Injuries are a major cause of death worldwide. Millions of people die every year from traffic injuries. In fact, they are the 9th leading cause of death around the world. Additionally, another 1.5 million people die every year from interpersonal violence. Hemorrhage accounts for about 1/3 of all trauma deaths and as such, it should be our goal to find treatments to decrease death from hemorrhage.
Our bodies have a finely tuned system that allows blood to flow freely and not clot too easily while also allowing the body to form clots when needed. This balance is upset in trauma by loss of blood and factors, acidosis, hypothermia and the inflammatory cascade. Hyperfibrinolysis often occurs making hemostasis extremely challenging.

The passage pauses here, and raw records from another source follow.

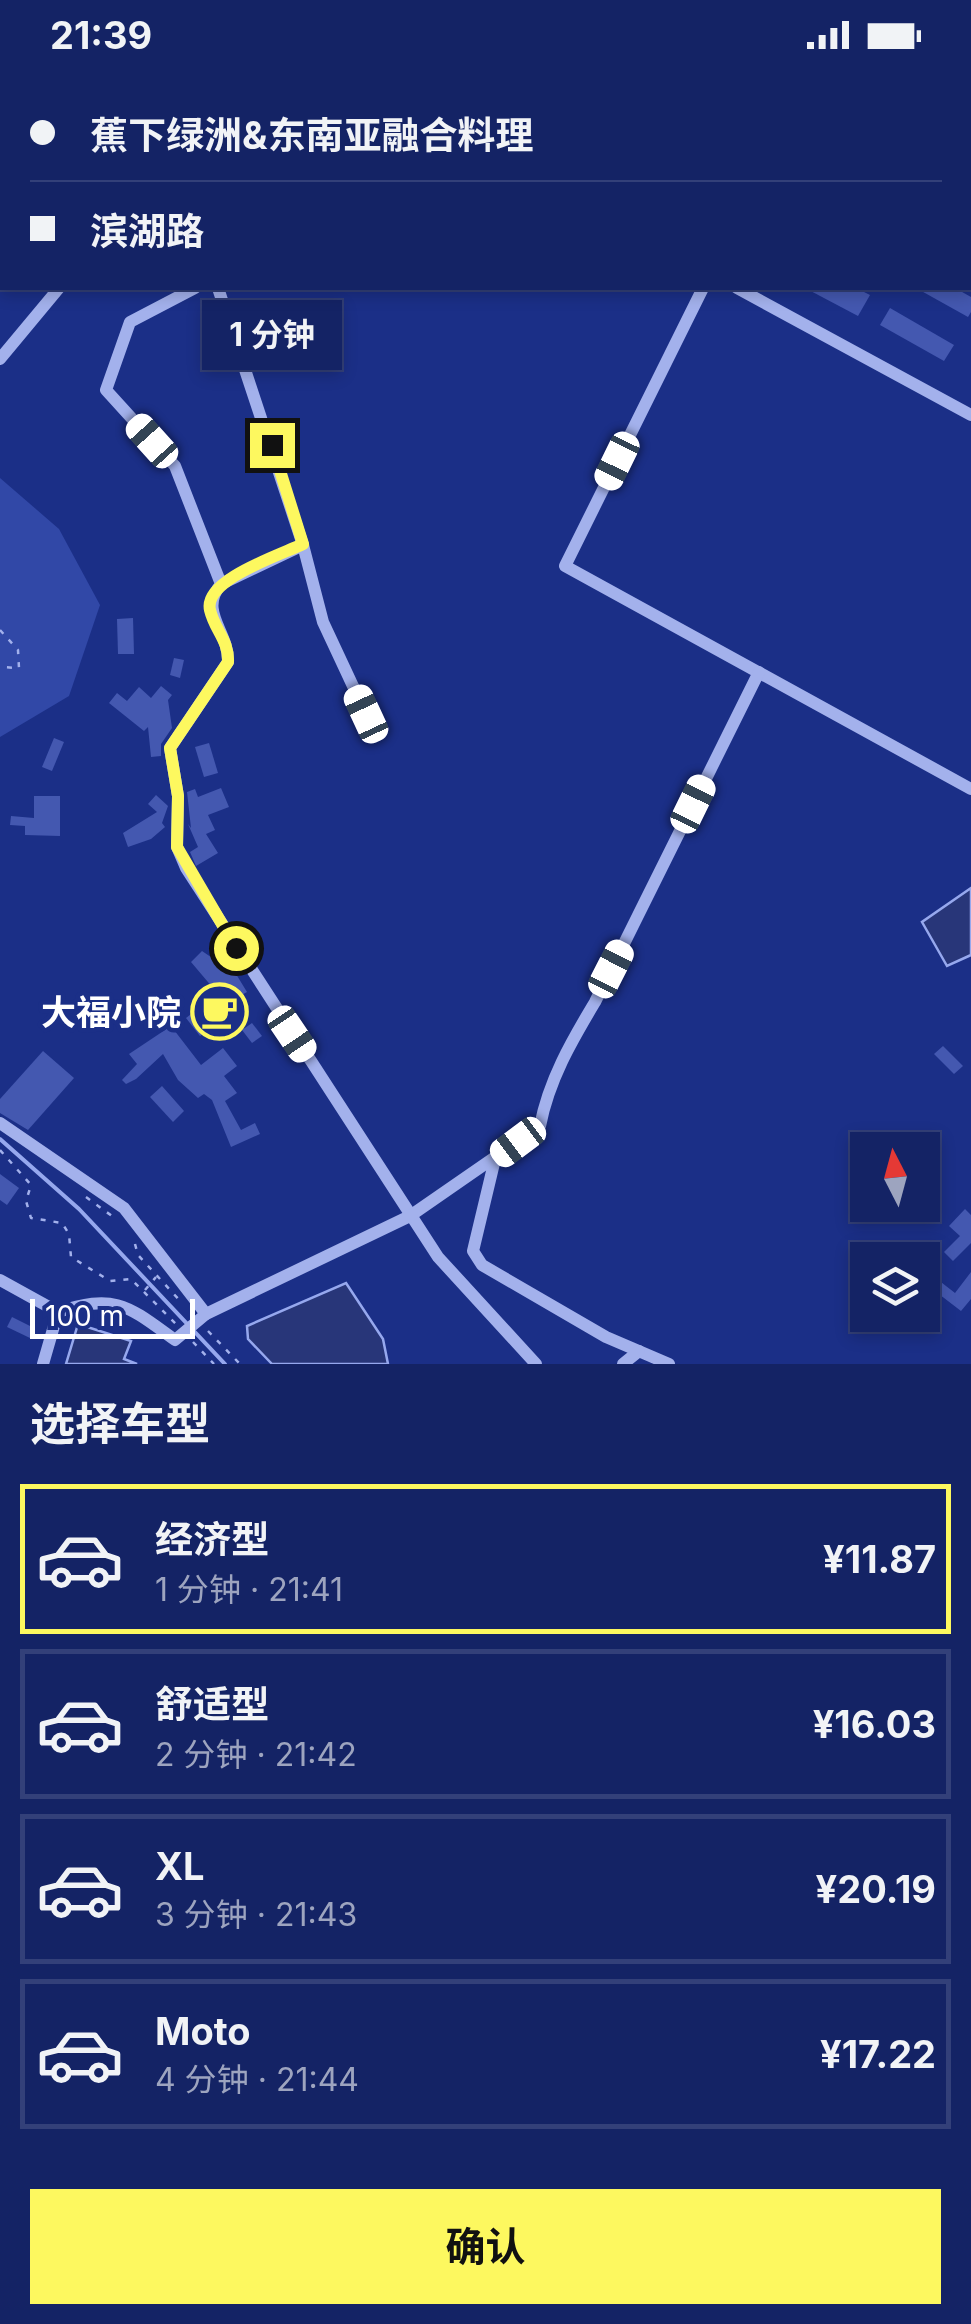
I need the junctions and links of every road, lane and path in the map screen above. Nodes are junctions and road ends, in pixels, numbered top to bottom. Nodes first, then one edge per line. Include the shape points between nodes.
1 (57, 290) edge
2 (191, 290) edge
3 (219, 290) edge
4 (701, 290) edge
5 (741, 290) edge
6 (0, 360) edge
7 (971, 415) edge
8 (303, 544) junction
9 (220, 584) junction
10 (0, 630) edge
11 (0, 667) edge
12 (759, 672) junction
13 (366, 714) dead end
14 (971, 789) edge
15 (1, 1125) edge
16 (0, 1150) edge
17 (495, 1160) junction
18 (82, 1191) dead end
19 (410, 1216) junction
20 (124, 1224) dead end
21 (131, 1232) dead end
22 (157, 1276) junction
23 (0, 1280) edge
24 (144, 1291) junction
25 (58, 1312) junction
26 (192, 1324) junction
27 (638, 1351) junction
28 (43, 1364) edge
29 (214, 1364) edge
30 (240, 1364) edge
31 (536, 1364) edge
32 (624, 1364) edge
33 (668, 1364) edge

1 - 6 street
2 - 9 street via 130,322 106,390 175,466
3 - 8 street
4 - 12 street via 565,566
5 - 7 street
8 - 9 street
8 - 13 street via 322,622
9 - 19 street via 210,596 210,611 228,646 228,662 170,748 177,847 216,920
10 - 11 path via 18,650 19,668
12 - 14 street
12 - 17 street via 567,1048 546,1093 540,1126
15 - 26 street via 124,1208
16 - 24 path via 31,1185 31,1218 62,1223 70,1234 70,1258 110,1281 131,1279
17 - 19 street
17 - 27 street via 474,1251 482,1264
18 - 20 path
19 - 26 street
19 - 31 street via 438,1257
21 - 22 path via 138,1256
22 - 24 path
22 - 26 path
23 - 25 street
24 - 26 path
25 - 26 street via 94,1300 126,1304 175,1340
25 - 28 street
26 - 29 path
26 - 30 path
27 - 32 street
27 - 33 street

Tranexamic Acid (TXA) is a synthetic derivative of lysine that inhibits fibrinolysis and thus stabilizing clots that are formed. TXA has been widely used in elective surgical cases and has shown decreased need for blood transfusion and reduction in mortality. It makes sense, then to apply TXA to the trauma patient to see if we can get similar effects.
Does the early administration of TXA decreased mortality in patients with major trauma?
Adult trauma patients within 8-hours of injury with or at risk of significant bleeding, from 274 hospitals in 40 countries. N=20, 211). Significant haemorrhage was defined as systolic blood pressure < 90mm Hg or heart rate > 110 beats per minute or both.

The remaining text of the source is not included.